O alerta não veio de uma ONG ou de ativistas socioambientais, mas do
presidente do Banco Mundial, o coreano-americano Jim Yong Kim: se não
conseguirmos mudar nossa atitude em relação às mudanças climáticas,
em menos de uma década o mundo estará imerso em conflitos relacionados ao
acesso à água e a alimentos.
Com essa frase, Jim Yong fez espécie de resumo do resumo da segunda
parte do 5º Relatório de Avaliação sobre as mudanças climáticas Globais,
produzido e divulgado pelo Painel Intergovernamental sobre mudanças
climáticas (IPCC), na última semana de março, em Yokohama, no Japão. O
foco do trabalho: impactos, vulnerabilidade e adaptação às mudanças
climáticas.
Se a primeira parte do relatório demonstrava que o aquecimento global
sem precedentes é um fato e as emissões de gases de efeito estufa são
a principal causa, a segunda mostra que as alterações do clima provocadas por
esse aquecimento (aumento do nível do mar, acidez dos oceanos e redução da
extensão e da espessura do gelo nos polos) já estão causando impactos
significativos na vida das pessoas e no ambiente natural, tais como perda de
produção agrícola, aceleração da extinção e deslocamento de espécies, ampliação
de danos à infraestrutura e à economia, por extremos de chuva e seca.

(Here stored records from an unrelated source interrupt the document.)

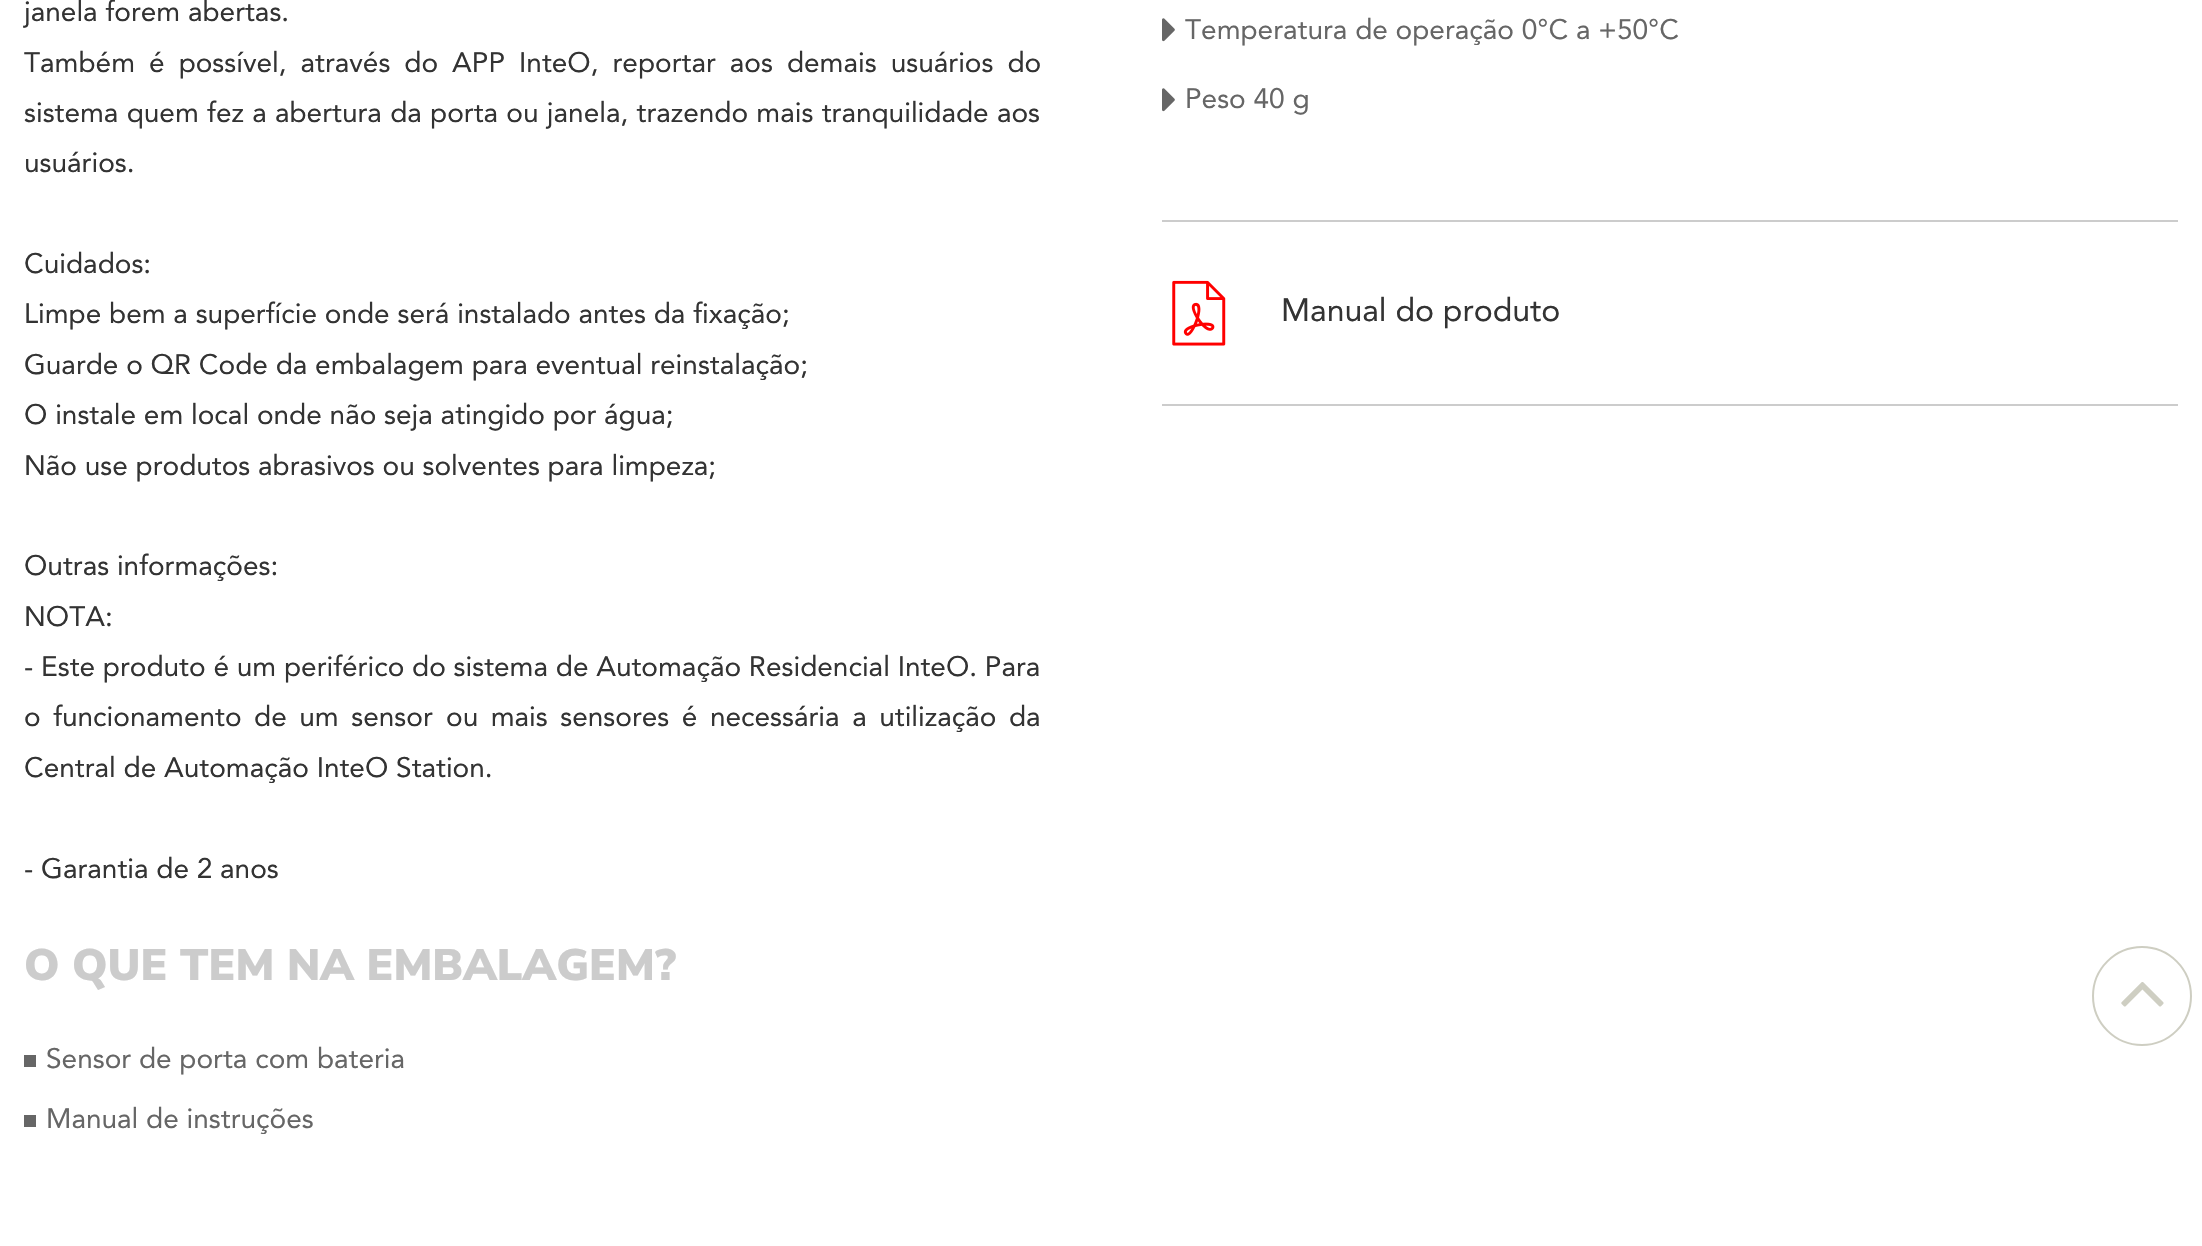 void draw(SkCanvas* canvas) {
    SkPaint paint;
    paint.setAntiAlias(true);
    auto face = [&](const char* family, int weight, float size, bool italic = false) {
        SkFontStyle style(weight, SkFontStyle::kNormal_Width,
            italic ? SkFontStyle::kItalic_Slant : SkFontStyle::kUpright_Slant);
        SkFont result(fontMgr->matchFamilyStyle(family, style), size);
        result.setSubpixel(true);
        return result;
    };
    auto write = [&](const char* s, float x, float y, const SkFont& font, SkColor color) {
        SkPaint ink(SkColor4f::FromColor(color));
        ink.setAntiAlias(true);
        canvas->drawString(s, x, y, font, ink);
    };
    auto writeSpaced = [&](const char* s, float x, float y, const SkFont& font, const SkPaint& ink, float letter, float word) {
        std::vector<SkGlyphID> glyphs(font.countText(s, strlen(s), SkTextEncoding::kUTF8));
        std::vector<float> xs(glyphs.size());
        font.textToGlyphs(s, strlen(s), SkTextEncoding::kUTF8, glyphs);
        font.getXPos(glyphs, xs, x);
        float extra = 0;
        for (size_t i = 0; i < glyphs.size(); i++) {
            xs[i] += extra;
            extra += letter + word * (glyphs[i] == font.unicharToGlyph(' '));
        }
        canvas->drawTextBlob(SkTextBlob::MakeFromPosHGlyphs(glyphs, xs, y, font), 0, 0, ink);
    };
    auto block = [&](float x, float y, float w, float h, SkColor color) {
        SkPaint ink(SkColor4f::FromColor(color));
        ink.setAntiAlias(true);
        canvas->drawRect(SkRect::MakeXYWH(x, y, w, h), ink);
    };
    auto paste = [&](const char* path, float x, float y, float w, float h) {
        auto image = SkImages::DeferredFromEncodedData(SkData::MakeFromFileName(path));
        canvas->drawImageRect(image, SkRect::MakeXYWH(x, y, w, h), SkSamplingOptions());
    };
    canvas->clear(SK_ColorWHITE);
    auto kFont1 = face("Avenir", 400, 28);
    write("janela forem abertas.", 24, 21, kFont1, SkColorSetRGB(51, 51, 51));
    paint.setColor(SkColorSetRGB(51, 51, 51));
    writeSpaced("Também é possível, através do APP InteO, reportar aos demais usuários do", 24, 72, kFont1, paint, 0, 6.25f);
    writeSpaced("sistema quem fez a abertura da porta ou janela, trazendo mais tranquilidade aos", 24, 122, kFont1, paint, 0, 0.5f);
    write("usuários.", 24, 172, kFont1, SkColorSetRGB(51, 51, 51));
    write("Cuidados:", 24, 273, kFont1, SkColorSetRGB(51, 51, 51));
    write("Limpe bem a superfície onde será instalado antes da fixação;", 24, 323, kFont1, SkColorSetRGB(51, 51, 51));
    write("Guarde o QR Code da embalagem para eventual reinstalação;", 24, 374, kFont1, SkColorSetRGB(51, 51, 51));
    write("O instale em local onde não seja atingido por água;", 24, 424, kFont1, SkColorSetRGB(51, 51, 51));
    write("Não use produtos abrasivos ou solventes para limpeza;", 24, 475, kFont1, SkColorSetRGB(51, 51, 51));
    write("Outras informações:", 24, 575, kFont1, SkColorSetRGB(51, 51, 51));
    write("NOTA:", 24, 626, kFont1, SkColorSetRGB(51, 51, 51));
    write("- Este produto é um periférico do sistema de Automação Residencial InteO. Para", 24, 676, kFont1, SkColorSetRGB(51, 51, 51));
    writeSpaced("o funcionamento de um sensor", 24, 726, kFont1, paint, 0, 4.75f);
    writeSpaced("ou mais sensores é necessária a utilização da", 446, 726, kFont1, paint, 0, 4.75f);
    write("Central de Automação InteO Station.", 24, 777, kFont1, SkColorSetRGB(51, 51, 51));
    write("- Garantia de 2 anos", 24, 878, kFont1, SkColorSetRGB(51, 51, 51));
    auto kFont2 = face("Nunito Sans", 900, 44);
    write("O QUE TEM NA EMBALAGEM?", 24, 980, kFont2, SkColorSetRGB(204, 204, 204));
    block(24, 1055, 12, 12, SkColorSetRGB(102, 102, 102));
    write("Sensor de porta com bateria", 46, 1068, kFont1, SkColorSetRGB(102, 102, 102));
    block(24, 1115, 12, 12, SkColorSetRGB(102, 102, 102));
    write("Manual de instruções", 46, 1128, kFont1, SkColorSetRGB(102, 102, 102));
    paste("pic1.png", 1162, 18, 13, 24);
    write("Temperatura de operação 0°C a +50°C", 1185, 39, kFont1, SkColorSetRGB(102, 102, 102));
    paste("pic1.png", 1162, 88, 13, 24);
    write("Peso 40 g", 1185, 108, kFont1, SkColorSetRGB(102, 102, 102));
    block(1162, 220, 1016, 2, SkColorSetRGB(204, 204, 204));
    block(1162, 404, 1016, 2, SkColorSetRGB(204, 204, 204));
    paste("pic2.png", 1172, 280, 54, 66);
    auto kFont3 = face("Avenir", 400, 32);
    write("Manual do produto", 1281, 321, kFont3, SkColorSetRGB(51, 51, 51));
    paint.setStyle(SkPaint::kStroke_Style);
    paint.setStrokeWidth(2);
    paint.setColor(SkColorSetRGB(206, 206, 194));
    canvas->drawCircle(2142, 996, 49, paint);
    paste("pic3.png", 2121, 982, 43, 25);
}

O painel de cientistas alerta ainda para o fato de os impactos se
agravarem, intensificarem e ampliarem nas próximas décadas, caso não tenhamos
sucesso em reduzir drasticamente as emissões de gases de efeito estufa.
O relatório, com mais de 2 mil páginas, é recheado de exemplos de impactos
relacionados a extremos climáticos recentes, como ondas de calor, secas,
enchentes, ciclones, incêndios florestais, que revelam a vulnerabilidade e
exposição de muitos ecossistemas e da instraestrutura humana para lidar com a
variabilidade climática atual.
Nas últimas décadas, as mudanças climáticas causaram
impactos nos sistemas naturais e aos humanos em todos os continentes e em todos
os oceanos. Em muitas regiões, mudanças na precipitação e no derretimento da
neve e do gelo estão alterando o sistema hidrológico, afetando a quantidade e a
qualidade dos recursos hídricos.
Várias espécies terrestres, aquáticas e marinhas alteraram sua
distribuição geográfica, rotas migratórias, calendário biológico, abundância e
até mesmo sua interação com outras espécies, em resposta às mudanças do clima.
Os fitoplanctons, por exemplo, têm se deslocado cerda de 400km por década em
busca de águas mais frias. As principais culturas agrícolas estão sendo
impactadas. Os ganhos anuais de produtividade caíram de 2% para 1% nas últimas
duas décadas. Para algumas culturas, como a do milho, a produtividade já está
caindo.
A avaliação dos riscos dos impactos futuros derivados das mudanças
climáticas é a parte mais complexa do relatório. O risco de impacto é
resultado da interação de três fatores principais: a ameaça em questão (aumento
do nível do mar, seca severa etc.), o grau de exposição do ambiente ou da
população (proximidade ao local da ameaça) e o grau de vulnerabilidade (acesso
a infraestrutura disponível para enfrentar períodos de seca).
A exposição e a vulnerabilidade não podem ser alteradas ao longo do
tempo, de acordo com as condições econômicas e sociais, decisões de
investimento e até como consequência de conflitos. Embora os impactos das mudanças
climáticas se distribuam por todos os continentes e oceanos, são
justamente as populações mais pobres e menos desenvolvidas as mais vulneráveis.
A falta de infraestrutura, conhecimento e investimentos para prever, monitorar,
adaptar-se e reagir aos eventos climáticos extremos e suas consequências coloca
em risco as vidas de milhões de pessoas no planeta, espremidas entre duas
opções: adaptar-se ou mudar-se para outra região.
O 5º Relatório do IPCC é a mais extensa, completa e profunda revisão do
estado da ciência do clima já produzido. Deve ser revisto e considerado pelos
tomadores de decisão nos setores público e privado, para se estabelecer ações
para mitigar as emissões e adaptar atividades, negócios, infraestrutura e todos
os aspectos de nossa vida.
O relatório é categórico ao afirmar que a forma mais efetiva de reduzir
os riscos é evitar o aquecimento, ou, em outras palavras, reduzir as emissões
de gases de efeito estufa. Ainda que tenhamos sucesso em reduzir
drasticamente as emissões, teremos riscos importantes de impacto derivados das
emissões históricas acumuladas e, portanto, é preciso gerenciar esses riscos a
aumentar a resiliência dos ambientes e da sociedade.